The eligibility and entrance criteria for the prize include submissions being made by publishers only (and not the writers themselves). I find this a powerful incentive for the growth of Zambia’s own publishing industry. For obvious reasons, local writers choose to publish outside the country. The result is that they earn success outside Zambia before they are even known or recognised locally. Namwali’s case is no exception.

Prize Winners

  • 2000: Leila Aboulela from Sudan, "The Museum"
  • 2001: Helon Habila from Nigeria, "Love Poems"
  • 2002: Binyavanga Wainaina from Kenya, "Discovering Home"
  • 2003: Yvonne Adhiambo Owuor from Kenya, "Weight of Whispers"
  • 2004: Brian Chikwava from Zimbabwe, "Seventh Street Alchemy"
  • 2005: S. A. Afolabi, Nigeria, "Monday Morning"
  • 2006: Mary Watson from South Africa, "Jungfrau"
  • 2007: Monica Arac de Nyeko from Uganda, "Jambula Tree"
  • 2008: Henrietta Rose-Innes from South Africa, "Poison"
  • 2009: E. C. Osondu from Nigeria, "Waiting"
  • 2010: Olufemi Terry from Sierra Leone, "Stickfighting Days"
  • 2011: NoViolet Bulawayo from Zimbabwe, "Hitting Budapest"
  • 2012: Babatunde Rotimi from Nigeria, "Bombay’s Republic"
  • 2013: Tope Folarin from Nigeria, "Miracle"
  • 2014: Okwiri Oduor from Kenya, "My Father's Head"
  • 2015: Namwali Serpell from Zambia, "The Sack"

“The Sack”

In an interview with The Guardian, Namwali describes the inspirations behind “The Sack”:

When I was 17 I had a dream about a sack, and I didn’t know if I was on the inside or the outside. I found it very disturbing. The Japanese horror director Takashi Miike’s Audition, which also involves a sack, is another inspiration, and it also draws from an encounter I had with [another student] when I was a graduate student.

I was studying American and British fiction, and she was studying African contemporary fiction, and her theory was that any time you saw a sack in African literature, it was a hidden reference to the transatlantic slave trade.

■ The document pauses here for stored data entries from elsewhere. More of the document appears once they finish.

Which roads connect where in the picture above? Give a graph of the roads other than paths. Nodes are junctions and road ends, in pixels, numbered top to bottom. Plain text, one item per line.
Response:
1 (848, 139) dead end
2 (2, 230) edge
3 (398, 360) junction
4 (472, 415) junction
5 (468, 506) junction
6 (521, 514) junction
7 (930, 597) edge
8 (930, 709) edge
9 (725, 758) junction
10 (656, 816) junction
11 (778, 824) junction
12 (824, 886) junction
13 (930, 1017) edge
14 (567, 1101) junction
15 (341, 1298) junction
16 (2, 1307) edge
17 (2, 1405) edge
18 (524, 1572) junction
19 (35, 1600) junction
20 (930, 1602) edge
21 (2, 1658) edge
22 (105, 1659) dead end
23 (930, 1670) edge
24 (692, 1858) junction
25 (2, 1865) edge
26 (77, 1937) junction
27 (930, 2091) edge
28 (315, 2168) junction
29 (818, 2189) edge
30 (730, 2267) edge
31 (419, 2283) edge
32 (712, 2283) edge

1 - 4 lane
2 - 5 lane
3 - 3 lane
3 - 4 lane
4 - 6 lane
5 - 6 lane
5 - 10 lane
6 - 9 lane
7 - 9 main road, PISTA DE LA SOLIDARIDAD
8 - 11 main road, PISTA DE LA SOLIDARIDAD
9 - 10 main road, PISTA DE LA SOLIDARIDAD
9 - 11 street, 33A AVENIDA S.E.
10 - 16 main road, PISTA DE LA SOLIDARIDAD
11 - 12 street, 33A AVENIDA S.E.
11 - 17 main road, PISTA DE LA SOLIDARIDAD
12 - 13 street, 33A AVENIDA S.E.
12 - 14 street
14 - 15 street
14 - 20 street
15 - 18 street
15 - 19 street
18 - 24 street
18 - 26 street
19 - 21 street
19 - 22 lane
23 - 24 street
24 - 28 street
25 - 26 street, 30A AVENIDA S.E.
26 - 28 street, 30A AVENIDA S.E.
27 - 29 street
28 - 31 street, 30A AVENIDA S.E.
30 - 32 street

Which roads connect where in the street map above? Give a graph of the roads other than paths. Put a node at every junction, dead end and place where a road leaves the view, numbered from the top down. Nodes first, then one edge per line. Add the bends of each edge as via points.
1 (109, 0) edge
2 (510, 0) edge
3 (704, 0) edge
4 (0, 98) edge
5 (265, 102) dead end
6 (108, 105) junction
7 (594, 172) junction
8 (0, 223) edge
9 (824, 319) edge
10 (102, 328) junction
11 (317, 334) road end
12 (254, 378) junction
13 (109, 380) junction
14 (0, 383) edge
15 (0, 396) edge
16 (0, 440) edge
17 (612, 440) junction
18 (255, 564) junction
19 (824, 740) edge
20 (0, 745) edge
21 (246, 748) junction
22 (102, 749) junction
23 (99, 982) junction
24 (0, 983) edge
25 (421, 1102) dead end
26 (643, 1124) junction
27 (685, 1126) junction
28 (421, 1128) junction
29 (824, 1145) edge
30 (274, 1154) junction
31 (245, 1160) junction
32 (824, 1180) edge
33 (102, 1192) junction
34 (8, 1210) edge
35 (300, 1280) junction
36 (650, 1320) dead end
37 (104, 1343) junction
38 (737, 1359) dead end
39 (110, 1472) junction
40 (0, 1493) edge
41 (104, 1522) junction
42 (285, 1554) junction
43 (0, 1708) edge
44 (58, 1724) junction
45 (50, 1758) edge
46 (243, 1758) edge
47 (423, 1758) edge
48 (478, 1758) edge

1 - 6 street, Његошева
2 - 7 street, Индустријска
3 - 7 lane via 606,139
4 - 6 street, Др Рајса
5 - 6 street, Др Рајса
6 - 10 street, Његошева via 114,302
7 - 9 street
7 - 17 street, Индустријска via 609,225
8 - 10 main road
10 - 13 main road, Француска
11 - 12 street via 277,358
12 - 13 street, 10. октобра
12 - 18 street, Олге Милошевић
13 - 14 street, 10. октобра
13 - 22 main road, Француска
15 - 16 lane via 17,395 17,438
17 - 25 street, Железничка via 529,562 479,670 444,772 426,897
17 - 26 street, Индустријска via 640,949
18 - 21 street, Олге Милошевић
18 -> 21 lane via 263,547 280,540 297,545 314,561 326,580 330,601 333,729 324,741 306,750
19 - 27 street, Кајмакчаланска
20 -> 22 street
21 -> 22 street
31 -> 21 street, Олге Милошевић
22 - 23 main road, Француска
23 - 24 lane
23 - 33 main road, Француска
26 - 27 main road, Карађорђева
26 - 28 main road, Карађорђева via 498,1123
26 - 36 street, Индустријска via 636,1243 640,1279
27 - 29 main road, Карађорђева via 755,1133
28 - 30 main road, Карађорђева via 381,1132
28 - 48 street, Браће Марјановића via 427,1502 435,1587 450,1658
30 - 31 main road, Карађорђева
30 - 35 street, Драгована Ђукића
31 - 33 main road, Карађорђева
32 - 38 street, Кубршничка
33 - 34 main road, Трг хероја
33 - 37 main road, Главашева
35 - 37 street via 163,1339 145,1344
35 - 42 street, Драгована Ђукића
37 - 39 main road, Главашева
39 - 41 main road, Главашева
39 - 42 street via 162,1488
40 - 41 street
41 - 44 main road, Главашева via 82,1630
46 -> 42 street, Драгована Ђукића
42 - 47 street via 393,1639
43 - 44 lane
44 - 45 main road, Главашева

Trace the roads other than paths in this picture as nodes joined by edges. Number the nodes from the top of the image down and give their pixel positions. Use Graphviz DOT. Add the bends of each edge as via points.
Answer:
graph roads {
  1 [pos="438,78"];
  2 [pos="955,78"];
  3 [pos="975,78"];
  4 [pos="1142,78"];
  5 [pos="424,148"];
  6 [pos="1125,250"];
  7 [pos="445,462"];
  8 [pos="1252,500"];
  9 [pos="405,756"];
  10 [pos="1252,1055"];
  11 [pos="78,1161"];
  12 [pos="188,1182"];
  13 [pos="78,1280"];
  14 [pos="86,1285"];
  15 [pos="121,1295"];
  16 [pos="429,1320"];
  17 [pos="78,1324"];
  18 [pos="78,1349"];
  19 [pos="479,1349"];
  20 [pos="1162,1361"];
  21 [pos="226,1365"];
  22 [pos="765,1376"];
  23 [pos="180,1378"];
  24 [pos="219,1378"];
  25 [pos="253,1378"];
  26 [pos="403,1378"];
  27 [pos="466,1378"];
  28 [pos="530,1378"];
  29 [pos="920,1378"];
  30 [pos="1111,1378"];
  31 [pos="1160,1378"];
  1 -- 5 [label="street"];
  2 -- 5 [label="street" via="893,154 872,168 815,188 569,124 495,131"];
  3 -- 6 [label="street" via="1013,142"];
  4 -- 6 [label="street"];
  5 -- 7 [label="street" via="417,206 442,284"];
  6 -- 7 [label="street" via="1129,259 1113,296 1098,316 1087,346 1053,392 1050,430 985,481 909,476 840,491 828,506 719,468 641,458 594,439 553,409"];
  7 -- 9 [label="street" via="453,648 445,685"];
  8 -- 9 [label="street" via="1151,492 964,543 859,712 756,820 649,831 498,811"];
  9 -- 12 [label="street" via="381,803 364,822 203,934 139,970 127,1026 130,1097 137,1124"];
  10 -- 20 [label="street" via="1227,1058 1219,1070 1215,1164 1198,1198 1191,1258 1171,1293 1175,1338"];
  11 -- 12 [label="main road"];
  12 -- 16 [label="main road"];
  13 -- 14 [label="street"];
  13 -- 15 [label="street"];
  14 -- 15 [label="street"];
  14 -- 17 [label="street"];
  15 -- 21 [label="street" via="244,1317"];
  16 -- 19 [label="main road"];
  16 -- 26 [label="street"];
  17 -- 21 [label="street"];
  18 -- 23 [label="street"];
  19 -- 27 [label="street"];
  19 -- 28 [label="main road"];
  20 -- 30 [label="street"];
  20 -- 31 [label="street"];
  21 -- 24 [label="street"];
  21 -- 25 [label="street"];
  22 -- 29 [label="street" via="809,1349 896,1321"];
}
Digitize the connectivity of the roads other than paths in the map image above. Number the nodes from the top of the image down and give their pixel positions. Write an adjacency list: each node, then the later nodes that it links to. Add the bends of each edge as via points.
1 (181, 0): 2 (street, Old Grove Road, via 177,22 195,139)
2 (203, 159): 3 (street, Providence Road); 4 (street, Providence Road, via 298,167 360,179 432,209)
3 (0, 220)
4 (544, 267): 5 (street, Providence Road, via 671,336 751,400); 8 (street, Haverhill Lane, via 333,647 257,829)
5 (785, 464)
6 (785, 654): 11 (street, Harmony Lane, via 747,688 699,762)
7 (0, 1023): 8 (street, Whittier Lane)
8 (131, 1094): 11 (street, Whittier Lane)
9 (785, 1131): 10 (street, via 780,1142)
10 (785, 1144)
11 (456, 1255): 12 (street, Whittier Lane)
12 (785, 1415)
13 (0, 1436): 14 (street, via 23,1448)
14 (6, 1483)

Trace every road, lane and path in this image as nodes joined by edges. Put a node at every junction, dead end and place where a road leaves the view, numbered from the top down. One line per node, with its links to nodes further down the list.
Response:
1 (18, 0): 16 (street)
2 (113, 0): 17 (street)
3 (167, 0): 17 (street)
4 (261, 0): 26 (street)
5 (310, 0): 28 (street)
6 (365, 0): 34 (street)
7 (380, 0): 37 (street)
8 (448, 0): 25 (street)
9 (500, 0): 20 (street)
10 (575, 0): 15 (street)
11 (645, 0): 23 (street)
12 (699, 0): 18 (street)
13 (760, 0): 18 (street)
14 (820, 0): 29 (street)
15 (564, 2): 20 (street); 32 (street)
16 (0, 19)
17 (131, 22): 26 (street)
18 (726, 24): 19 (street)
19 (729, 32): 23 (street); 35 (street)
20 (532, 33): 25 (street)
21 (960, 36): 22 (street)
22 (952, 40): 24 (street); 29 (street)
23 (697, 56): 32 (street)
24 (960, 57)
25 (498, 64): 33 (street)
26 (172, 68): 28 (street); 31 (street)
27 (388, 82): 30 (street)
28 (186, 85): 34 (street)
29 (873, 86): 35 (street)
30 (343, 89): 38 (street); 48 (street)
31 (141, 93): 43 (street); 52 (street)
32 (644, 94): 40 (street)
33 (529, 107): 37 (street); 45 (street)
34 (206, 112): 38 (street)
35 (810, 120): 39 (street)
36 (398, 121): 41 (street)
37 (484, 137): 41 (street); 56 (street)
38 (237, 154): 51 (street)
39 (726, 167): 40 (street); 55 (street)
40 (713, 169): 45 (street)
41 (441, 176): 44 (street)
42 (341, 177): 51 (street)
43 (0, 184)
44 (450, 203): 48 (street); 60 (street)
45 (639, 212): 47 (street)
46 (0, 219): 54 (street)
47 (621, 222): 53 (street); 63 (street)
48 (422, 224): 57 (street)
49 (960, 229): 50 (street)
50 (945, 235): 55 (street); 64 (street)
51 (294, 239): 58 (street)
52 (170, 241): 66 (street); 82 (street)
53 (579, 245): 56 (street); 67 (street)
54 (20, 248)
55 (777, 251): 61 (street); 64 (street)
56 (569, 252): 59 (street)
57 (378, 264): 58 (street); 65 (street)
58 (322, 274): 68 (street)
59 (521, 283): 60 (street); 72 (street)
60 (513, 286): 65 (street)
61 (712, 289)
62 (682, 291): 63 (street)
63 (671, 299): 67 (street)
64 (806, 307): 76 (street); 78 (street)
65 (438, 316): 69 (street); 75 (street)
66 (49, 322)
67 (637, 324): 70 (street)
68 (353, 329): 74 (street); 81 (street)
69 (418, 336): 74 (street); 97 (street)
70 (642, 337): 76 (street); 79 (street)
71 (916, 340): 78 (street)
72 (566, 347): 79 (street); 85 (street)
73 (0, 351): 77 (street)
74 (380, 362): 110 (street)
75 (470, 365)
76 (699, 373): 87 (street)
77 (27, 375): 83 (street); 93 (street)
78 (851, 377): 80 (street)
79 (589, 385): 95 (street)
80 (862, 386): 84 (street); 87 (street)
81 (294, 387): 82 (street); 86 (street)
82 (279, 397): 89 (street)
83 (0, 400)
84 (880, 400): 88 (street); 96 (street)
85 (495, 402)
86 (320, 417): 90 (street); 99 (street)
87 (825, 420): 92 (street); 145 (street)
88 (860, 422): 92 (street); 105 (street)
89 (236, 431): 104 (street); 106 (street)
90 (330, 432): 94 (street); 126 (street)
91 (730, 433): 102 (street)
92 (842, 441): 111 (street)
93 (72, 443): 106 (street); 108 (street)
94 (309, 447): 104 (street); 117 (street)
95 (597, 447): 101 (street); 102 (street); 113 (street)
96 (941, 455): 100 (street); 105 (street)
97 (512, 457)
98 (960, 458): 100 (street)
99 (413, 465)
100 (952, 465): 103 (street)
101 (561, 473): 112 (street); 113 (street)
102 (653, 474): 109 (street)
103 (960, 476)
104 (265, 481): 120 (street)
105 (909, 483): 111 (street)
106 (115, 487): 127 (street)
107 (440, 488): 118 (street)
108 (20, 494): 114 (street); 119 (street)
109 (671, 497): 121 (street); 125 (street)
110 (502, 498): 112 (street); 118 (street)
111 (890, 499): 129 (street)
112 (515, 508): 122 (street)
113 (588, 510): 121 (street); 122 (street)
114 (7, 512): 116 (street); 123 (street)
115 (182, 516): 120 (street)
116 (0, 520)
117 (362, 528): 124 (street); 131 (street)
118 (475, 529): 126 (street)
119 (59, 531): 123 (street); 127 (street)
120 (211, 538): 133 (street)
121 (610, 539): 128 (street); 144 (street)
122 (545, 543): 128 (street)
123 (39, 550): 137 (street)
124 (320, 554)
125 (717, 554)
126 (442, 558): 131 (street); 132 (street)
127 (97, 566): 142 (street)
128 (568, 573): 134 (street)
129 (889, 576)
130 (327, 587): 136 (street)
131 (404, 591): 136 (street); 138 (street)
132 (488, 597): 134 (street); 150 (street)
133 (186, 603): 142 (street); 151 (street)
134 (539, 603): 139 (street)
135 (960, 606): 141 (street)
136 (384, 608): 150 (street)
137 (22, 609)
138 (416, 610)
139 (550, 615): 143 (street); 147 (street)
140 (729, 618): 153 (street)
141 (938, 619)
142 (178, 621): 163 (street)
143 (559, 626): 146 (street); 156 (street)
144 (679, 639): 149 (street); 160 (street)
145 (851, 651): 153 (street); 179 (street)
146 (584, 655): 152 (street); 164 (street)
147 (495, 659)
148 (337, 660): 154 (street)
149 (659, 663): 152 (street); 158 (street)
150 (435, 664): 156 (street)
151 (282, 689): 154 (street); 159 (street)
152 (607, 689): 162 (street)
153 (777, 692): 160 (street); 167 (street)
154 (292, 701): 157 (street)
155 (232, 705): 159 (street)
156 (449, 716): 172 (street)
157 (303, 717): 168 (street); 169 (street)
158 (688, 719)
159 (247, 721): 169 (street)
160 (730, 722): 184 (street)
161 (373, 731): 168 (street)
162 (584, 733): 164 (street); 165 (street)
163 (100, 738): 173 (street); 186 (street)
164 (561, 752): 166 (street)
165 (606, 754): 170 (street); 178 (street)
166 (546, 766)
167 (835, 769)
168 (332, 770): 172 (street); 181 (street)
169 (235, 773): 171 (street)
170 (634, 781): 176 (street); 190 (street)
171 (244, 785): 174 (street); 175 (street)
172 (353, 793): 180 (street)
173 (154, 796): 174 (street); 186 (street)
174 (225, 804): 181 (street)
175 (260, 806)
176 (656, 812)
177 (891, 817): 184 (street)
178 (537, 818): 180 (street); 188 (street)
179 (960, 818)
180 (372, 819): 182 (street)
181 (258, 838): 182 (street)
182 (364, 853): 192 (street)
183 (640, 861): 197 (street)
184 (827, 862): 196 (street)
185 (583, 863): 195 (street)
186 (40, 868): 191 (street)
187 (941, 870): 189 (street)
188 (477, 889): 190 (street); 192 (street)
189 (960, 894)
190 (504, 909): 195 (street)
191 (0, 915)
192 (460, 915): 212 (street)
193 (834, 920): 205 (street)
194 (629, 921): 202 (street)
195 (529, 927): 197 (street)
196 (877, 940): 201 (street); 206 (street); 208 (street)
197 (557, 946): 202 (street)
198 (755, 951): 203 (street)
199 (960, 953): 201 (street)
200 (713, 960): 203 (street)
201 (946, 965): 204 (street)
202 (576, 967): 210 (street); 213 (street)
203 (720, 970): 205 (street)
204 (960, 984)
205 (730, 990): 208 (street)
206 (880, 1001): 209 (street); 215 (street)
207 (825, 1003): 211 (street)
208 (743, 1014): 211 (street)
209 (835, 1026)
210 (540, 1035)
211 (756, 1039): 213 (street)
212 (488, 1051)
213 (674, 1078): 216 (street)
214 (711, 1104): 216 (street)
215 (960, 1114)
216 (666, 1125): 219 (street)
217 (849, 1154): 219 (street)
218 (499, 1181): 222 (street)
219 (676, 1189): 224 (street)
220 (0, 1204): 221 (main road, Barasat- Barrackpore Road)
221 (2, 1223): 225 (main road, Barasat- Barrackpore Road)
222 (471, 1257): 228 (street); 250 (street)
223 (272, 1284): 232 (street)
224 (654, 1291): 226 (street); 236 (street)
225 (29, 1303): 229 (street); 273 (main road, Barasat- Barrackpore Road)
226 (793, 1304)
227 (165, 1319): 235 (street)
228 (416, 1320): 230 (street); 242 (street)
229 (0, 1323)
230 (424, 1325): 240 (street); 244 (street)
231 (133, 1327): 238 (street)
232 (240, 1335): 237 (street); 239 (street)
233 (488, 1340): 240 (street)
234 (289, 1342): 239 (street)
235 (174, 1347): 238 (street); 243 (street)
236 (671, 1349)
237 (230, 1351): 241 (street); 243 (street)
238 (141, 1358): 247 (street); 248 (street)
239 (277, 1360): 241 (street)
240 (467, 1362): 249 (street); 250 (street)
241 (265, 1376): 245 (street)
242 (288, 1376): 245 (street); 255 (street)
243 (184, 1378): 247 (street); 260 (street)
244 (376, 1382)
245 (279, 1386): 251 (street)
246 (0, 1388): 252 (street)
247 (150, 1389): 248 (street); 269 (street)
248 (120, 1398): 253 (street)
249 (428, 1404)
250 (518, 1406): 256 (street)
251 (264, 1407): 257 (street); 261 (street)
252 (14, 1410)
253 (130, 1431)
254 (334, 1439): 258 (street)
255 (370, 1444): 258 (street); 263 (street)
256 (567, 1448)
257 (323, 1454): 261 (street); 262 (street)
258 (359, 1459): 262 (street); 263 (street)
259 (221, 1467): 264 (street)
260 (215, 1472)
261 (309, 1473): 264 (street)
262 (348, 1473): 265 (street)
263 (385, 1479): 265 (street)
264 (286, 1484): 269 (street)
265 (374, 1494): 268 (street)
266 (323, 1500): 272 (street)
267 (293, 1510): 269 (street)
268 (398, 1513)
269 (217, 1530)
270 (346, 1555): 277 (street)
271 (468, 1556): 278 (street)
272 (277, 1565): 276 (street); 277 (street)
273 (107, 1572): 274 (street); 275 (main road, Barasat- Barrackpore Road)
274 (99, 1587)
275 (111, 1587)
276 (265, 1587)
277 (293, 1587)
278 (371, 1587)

I was kind of writing my story against that.

The short story was published as part of Africa39. Africa39 is a Hay Festival and Rainbow Book Club project which selected 39 exceptional writers under the age of 40 from Sub-Saharan Africa.

“The Sack” is also available as part of, “Lusaka Punk and Other Stories” which is the Caine Prize anthology of all the short stories shortlisted for the 2015 prize.

You can download a PDF of “The Sack” from the Caine Prize website.

An Audience with Namwali

It’s not every day that I get to meet someone who has their own Wikipedia page. That, I soon learned was just the beginning. Namwali is a Halfrican woman of strong convictions. Believing that “literature is not a competitive sport”, she shared her cash prize with the writers she was shortlisted with. She brings honour to the label “Zambian” and reminds me what it is to be “proud and free”.

At the Lusaka Book Club event, we were given a special treat—a reading of a soon-to-be-published short by the writer herself! I won’t give the story away but I will say that the tale may or may not involve a pair of dobermans…

Here are some photos I took at the audience with Namwali.

The Lusaka Book Club with Namwali Serpell
An Audience with Namwali Serpell
Masuka Mutenda of the Lusaka Book Club welcomes guests
Mulenga Kapwepwe shares some thoughts on behalf of government and herself
Namwali Serpell reads her soon-to-be-published work
An Audience with Namwali Serpell
Namwali Serpell answers audience questions


Here are some highlights from Twitter by people who attended the event:

Thank you, Namwali, for putting your thoughts into writing.